The grounds of appeal are that there is an error in violation of the rules of evidence in the court below's decision that the court below acknowledged that there was a defendant Jongpo-si, not the Republic of Korea, that held that the responsibility of flood damage in the judgment was caused by the construction of the Yeongsan River and that there was a flood damage in the judgment, even though there was a causal relationship between the construction of the Yeongsan River and the flood damage in the judgment of the Yeongsan River, as seen in the ground of appeal No. 1 of the plaintiff's ground of appeal, unless the defendant Republic of Korea is deemed that there was a prior preventive liability before the construction of the Yeongsan River and Seomjin River, it cannot be held that the defendant Republic of Korea is not responsible even if there is a causal relationship between the construction of the Yeongsan River and the flood damage in the judgment of the Yeongsan River, and that there is no error in the violation of the rules of evidence in the court below's decision that held that the defendant

B. Ground of appeal No. 2: misunderstanding of legal principles under Article 113(2) of the Local Autonomy Act

The grounds of appeal are that there were errors in violation of Article 113 (2) of the Local Autonomy Act that the court below's damages should not be transferred to the local government, even though flood damage occurred due to the construction of the Yeongsan Seomjin River in the Republic of Korea. However, the judgment of the court below that recognized that flood damage in this case occurred due to the non-performance of the post-prevention responsibility in the Republic of Korea and the defect in the management of the public structures in the defendant Bapo City, and that the above defendants jointly and severally ordered the above defendants to pay damages cannot be deemed to have committed an error of the State's burden to the local government.

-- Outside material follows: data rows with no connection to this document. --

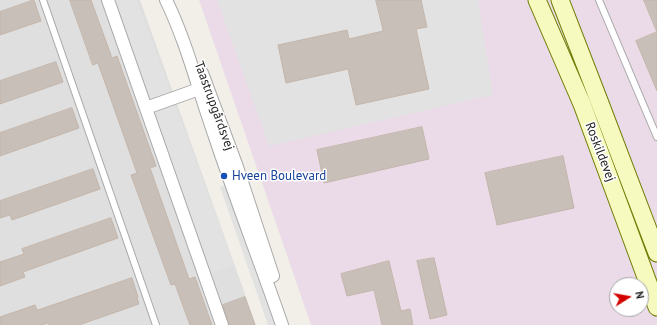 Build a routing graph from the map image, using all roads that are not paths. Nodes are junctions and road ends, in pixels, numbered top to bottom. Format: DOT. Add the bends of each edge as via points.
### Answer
graph roads {
  1 [pos="43,0"];
  2 [pos="108,0"];
  3 [pos="166,0"];
  4 [pos="176,0"];
  5 [pos="537,0"];
  6 [pos="560,0"];
  7 [pos="599,0"];
  8 [pos="199,89"];
  9 [pos="146,108"];
  10 [pos="657,137"];
  11 [pos="657,253"];
  12 [pos="657,307"];
  13 [pos="156,325"];
  14 [pos="222,325"];
  15 [pos="282,325"];
  16 [pos="290,325"];
  1 -- 13 [label="lane"];
  2 -- 9 [label="street"];
  3 -- 8 [label="street, Taastrupgårdsvej" via="191,61"];
  4 -- 16 [label="street, Taastrupgårdsvej" via="236,164"];
  5 -- 12 [label="main road, Roskildevej" via="582,104"];
  6 -- 11 [label="main road, Roskildevej"];
  7 -- 10 [label="lane"];
  8 -- 9 [label="street, Taastrupgårdsvej"];
  8 -- 15 [label="street, Taastrupgårdsvej" via="225,169"];
  9 -- 14 [label="street"];
} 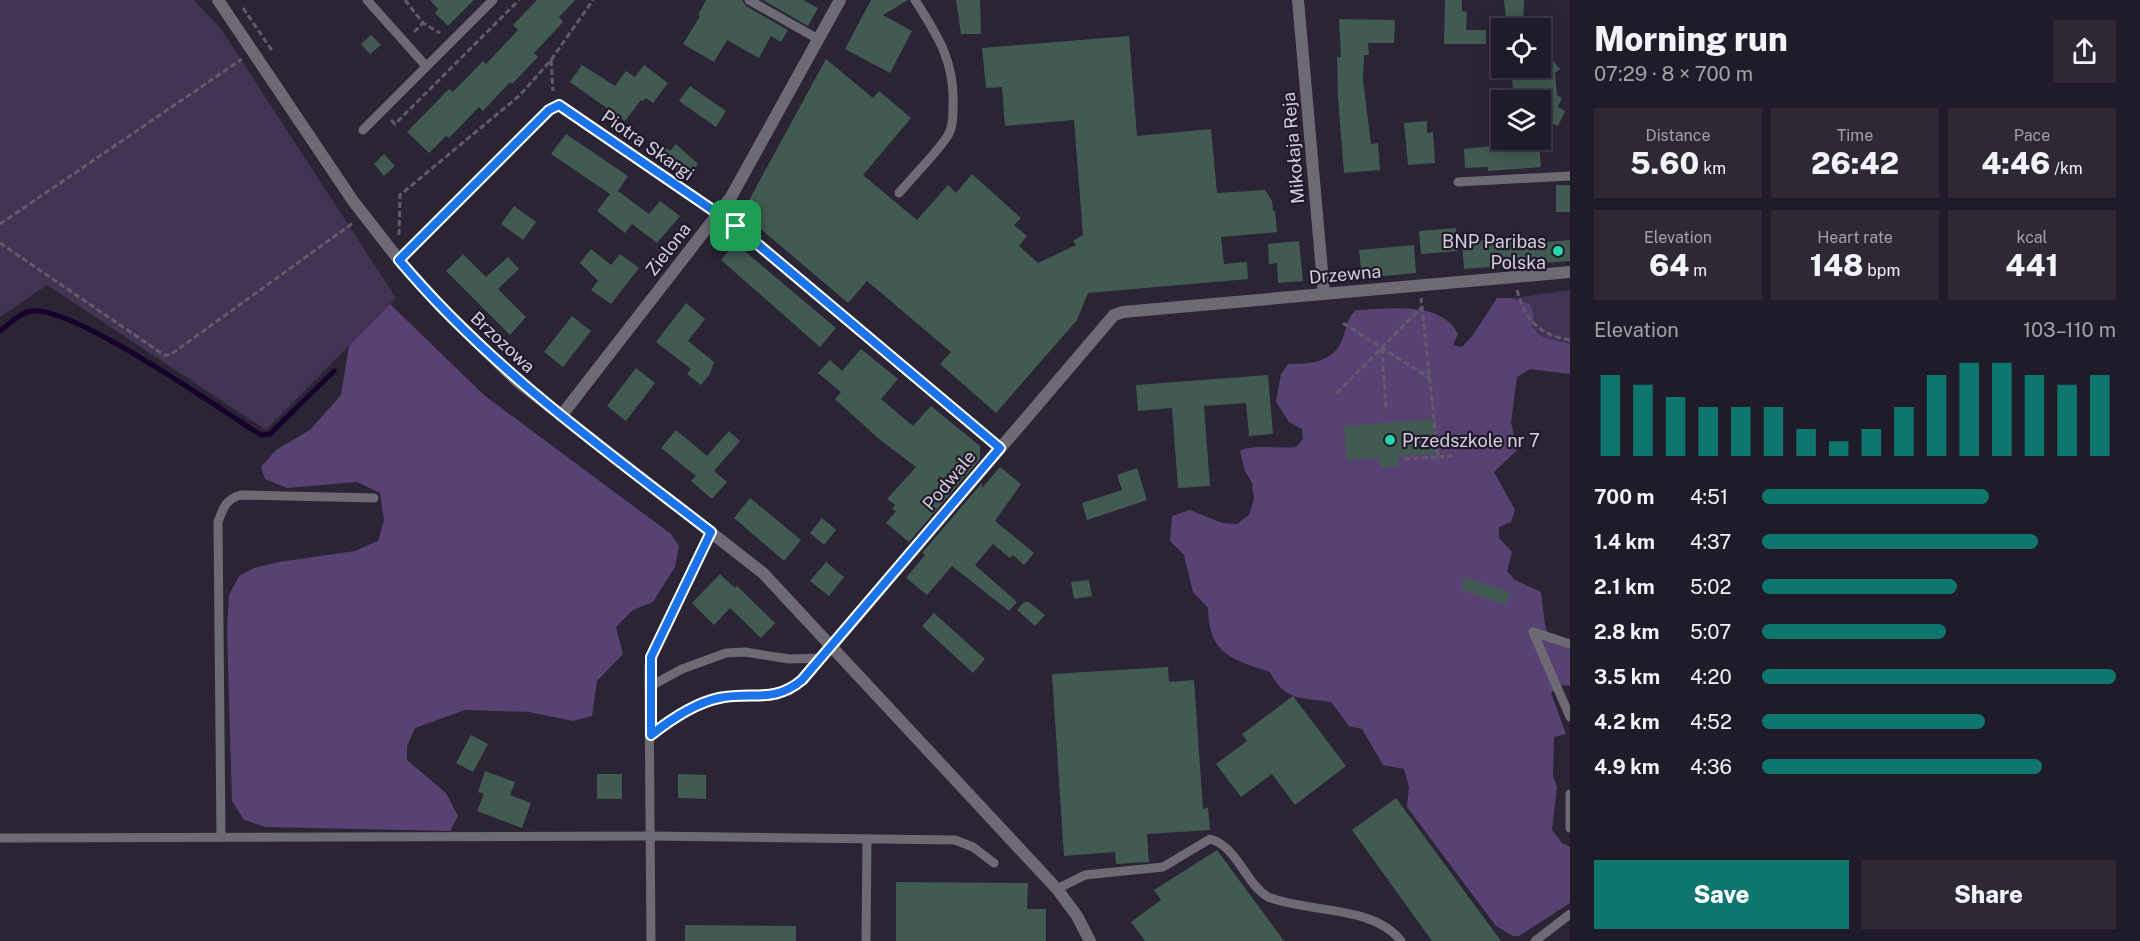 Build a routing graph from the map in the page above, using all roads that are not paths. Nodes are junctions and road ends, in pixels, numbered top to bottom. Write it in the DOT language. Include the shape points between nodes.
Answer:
graph roads {
  1 [pos="218,0"];
  2 [pos="367,0"];
  3 [pos="493,0"];
  4 [pos="749,0"];
  5 [pos="840,0"];
  6 [pos="915,0"];
  7 [pos="1298,0"];
  8 [pos="818,39"];
  9 [pos="426,66"];
  10 [pos="363,130"];
  11 [pos="1570,176"];
  12 [pos="1458,182"];
  13 [pos="899,193"];
  14 [pos="718,216"];
  15 [pos="399,260"];
  16 [pos="1570,272"];
  17 [pos="1324,294"];
  18 [pos="1123,312"];
  19 [pos="561,416"];
  20 [pos="1000,448"];
  21 [pos="374,498"];
  22 [pos="711,532"];
  23 [pos="1570,644"];
  24 [pos="830,648"];
  25 [pos="822,658"];
  26 [pos="649,687"];
  27 [pos="1570,717"];
  28 [pos="651,735"];
  29 [pos="1570,794"];
  30 [pos="1570,828"];
  31 [pos="651,836"];
  32 [pos="221,837"];
  33 [pos="0,838"];
  34 [pos="867,839"];
  35 [pos="994,863"];
  36 [pos="1057,889"];
  37 [pos="1570,914"];
  38 [pos="651,941"];
  39 [pos="866,941"];
  40 [pos="1090,941"];
  41 [pos="1401,941"];
  42 [pos="1534,941"];
  1 -- 15 [label="street, Brzozowa" via="364,215"];
  2 -- 9 [label="lane"];
  3 -- 9 [label="lane"];
  4 -- 8 [label="lane"];
  5 -- 8 [label="street, Zielona"];
  6 -- 13 [label="lane" via="949,59 953,123 948,136"];
  7 -- 17 [label="street, Mikołaja Reja"];
  8 -- 14 [label="street, Zielona"];
  9 -- 10 [label="lane"];
  11 -- 12 [label="lane"];
  14 -- 15 [label="street, Piotra Skargi" via="564,108 554,106"];
  14 -- 19 [label="street, Zielona"];
  14 -- 20 [label="street, Piotra Skargi" via="736,226"];
  15 -- 19 [label="street, Brzozowa" via="488,355"];
  16 -- 17 [label="street, Drzewna"];
  17 -- 18 [label="street, Drzewna"];
  18 -- 20 [label="street, Podwale" via="1109,319"];
  19 -- 22 [label="street, Brzozowa"];
  20 -- 24 [label="street, Podwale"];
  21 -- 32 [label="lane" via="241,495 231,498 223,507 218,522"];
  22 -- 24 [label="street, Brzozowa" via="763,573"];
  22 -- 26 [label="lane" via="654,648"];
  23 -- 27 [label="lane" via="1533,632"];
  24 -- 25 [label="lane"];
  24 -- 36 [label="street, Brzozowa"];
  25 -- 26 [label="lane" via="726,653 682,669"];
  25 -- 28 [label="lane" via="789,691 716,698"];
  26 -- 28 [label="lane"];
  28 -- 31 [label="lane"];
  29 -- 30 [label="lane"];
  31 -- 32 [label="lane"];
  31 -- 34 [label="lane"];
  31 -- 38 [label="lane"];
  32 -- 33 [label="lane"];
  34 -- 35 [label="lane" via="964,842"];
  34 -- 39 [label="lane"];
  36 -- 40 [label="street, Brzozowa"];
  36 -- 41 [label="lane" via="1085,874 1163,867 1210,839 1225,847 1268,897 1373,920 1392,929"];
  37 -- 42 [label="lane"];
}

C. Ground of appeal No. 3: misunderstanding about the subject of management of public structures

The grounds of appeal are that there is a mistake of facts or a misunderstanding of legal principles in the court below's decision that the facilities, such as inner walls, in the decision of the court below, are installed and managed by the defendant Republic of Korea (the Minister of Oceans and Fisheries) pursuant to Article 9 of the Harbor Act and Article 2 of the Enforcement Decree of the same Act, and even though they cannot be installed and managed as the defendant Bapo City, a local government, pursuant to Article 11 subparagraph 4

Article 9(1) of the Harbor Act provides that a designated harbor shall be implemented by the Minister of Oceans and Fisheries for construction, reconstruction, maintenance, repair, and dredging of harbor facilities; a local harbor shall be implemented by the Mayor/Do Governor; and Article 11 subparag. 4 of the Local Autonomy Act provides that a local government shall not handle State affairs with respect to designated harbors; however, an inside wall, etc. in the decision of the court below is related to the coast of Sinpo City, and the owner of installation and management thereof shall be deemed to be a Sinpo City (or, as recognized by the court below, from Oct. 24 to Feb. 28, 1994 as the emergency countermeasure project as determined by the court below, the construction or operation of a coastal road between Nov. 15, 1993 to Jan. 16, 1996; and that there is no significant decrease in sewage damages caused by the construction or installation of a river station in the above area where sewage was installed, and that there is no reason to recognize that the construction or installation of a river station in the above area where sewage was located.

4. Therefore, all appeals are dismissed, and the costs of appeal are assessed against each appellant. It is so decided as per Disposition.

Justices Lee Ji-dam (Presiding Justice)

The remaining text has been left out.